## SUPPLIED DATA
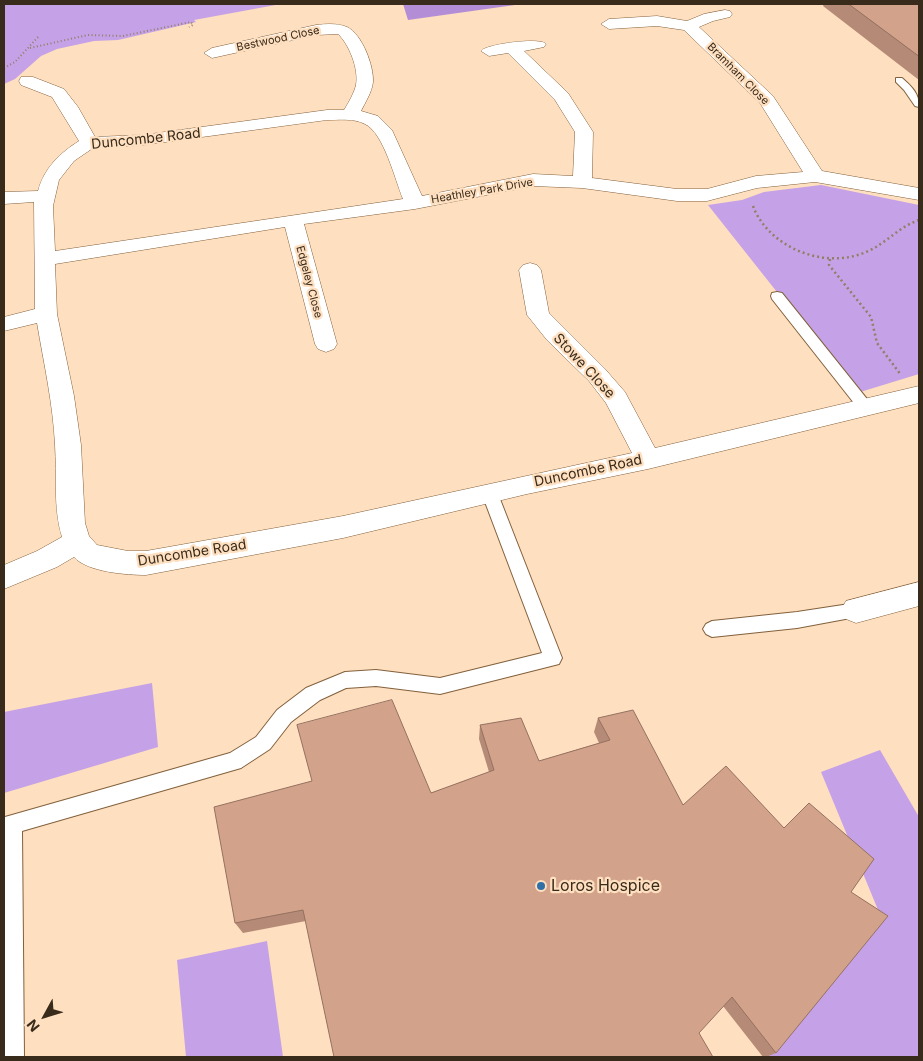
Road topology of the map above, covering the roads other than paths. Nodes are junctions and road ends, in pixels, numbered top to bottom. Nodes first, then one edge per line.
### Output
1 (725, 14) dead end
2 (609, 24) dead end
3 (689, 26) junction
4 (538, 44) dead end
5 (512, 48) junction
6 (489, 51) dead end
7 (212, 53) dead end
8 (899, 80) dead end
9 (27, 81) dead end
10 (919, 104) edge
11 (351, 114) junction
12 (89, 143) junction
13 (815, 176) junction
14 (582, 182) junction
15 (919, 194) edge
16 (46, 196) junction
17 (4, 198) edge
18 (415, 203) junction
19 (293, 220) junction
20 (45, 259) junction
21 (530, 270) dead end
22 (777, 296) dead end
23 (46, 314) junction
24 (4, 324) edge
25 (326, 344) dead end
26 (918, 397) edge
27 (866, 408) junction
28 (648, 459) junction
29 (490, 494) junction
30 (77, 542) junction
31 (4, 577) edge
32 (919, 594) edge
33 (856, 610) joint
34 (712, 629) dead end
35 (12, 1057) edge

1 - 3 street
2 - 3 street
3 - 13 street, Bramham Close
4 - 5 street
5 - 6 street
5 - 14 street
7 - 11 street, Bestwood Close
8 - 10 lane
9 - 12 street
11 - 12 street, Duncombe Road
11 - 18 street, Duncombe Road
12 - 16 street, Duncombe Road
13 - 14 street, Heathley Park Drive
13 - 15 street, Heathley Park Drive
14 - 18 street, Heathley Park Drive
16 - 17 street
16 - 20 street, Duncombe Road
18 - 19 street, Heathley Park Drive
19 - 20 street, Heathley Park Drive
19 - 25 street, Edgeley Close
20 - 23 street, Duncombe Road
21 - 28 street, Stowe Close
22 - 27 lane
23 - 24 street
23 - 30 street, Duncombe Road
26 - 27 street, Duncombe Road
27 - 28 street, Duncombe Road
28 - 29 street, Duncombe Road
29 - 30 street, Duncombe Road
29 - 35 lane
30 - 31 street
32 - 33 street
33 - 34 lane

* * *

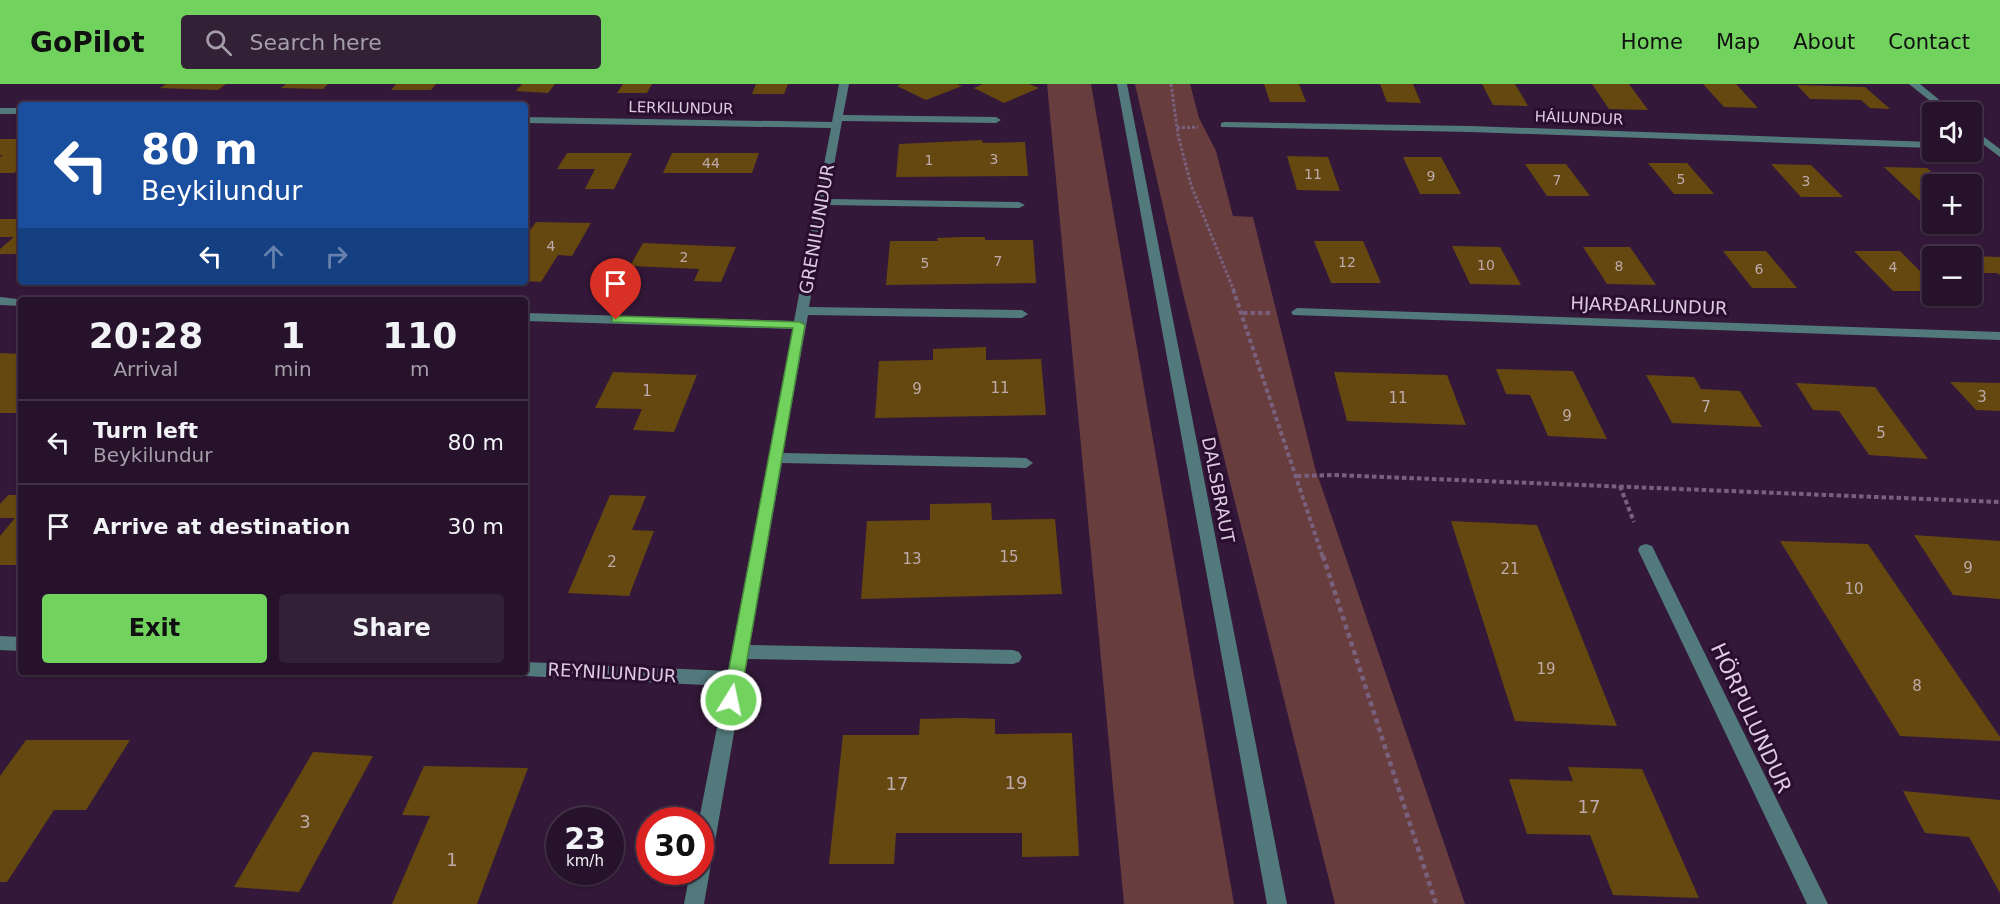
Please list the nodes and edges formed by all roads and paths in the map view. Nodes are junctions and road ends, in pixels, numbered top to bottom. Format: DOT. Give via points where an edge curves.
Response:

## ACTION ITEM
If a line in the listing holds the word "roads", copy it out.

## OUTPUT OF THE TASK
Road topology of the map above, covering the roads other than paths. Nodes are junctions and road ends, in pixels, numbered top to bottom. Nodes first, then one edge per line.
Please list the nodes and edges formed by all roads and paths in the map view. Nodes are junctions and road ends, in pixels, numbered top to bottom. Format: DOT. Give via points where an edge curves.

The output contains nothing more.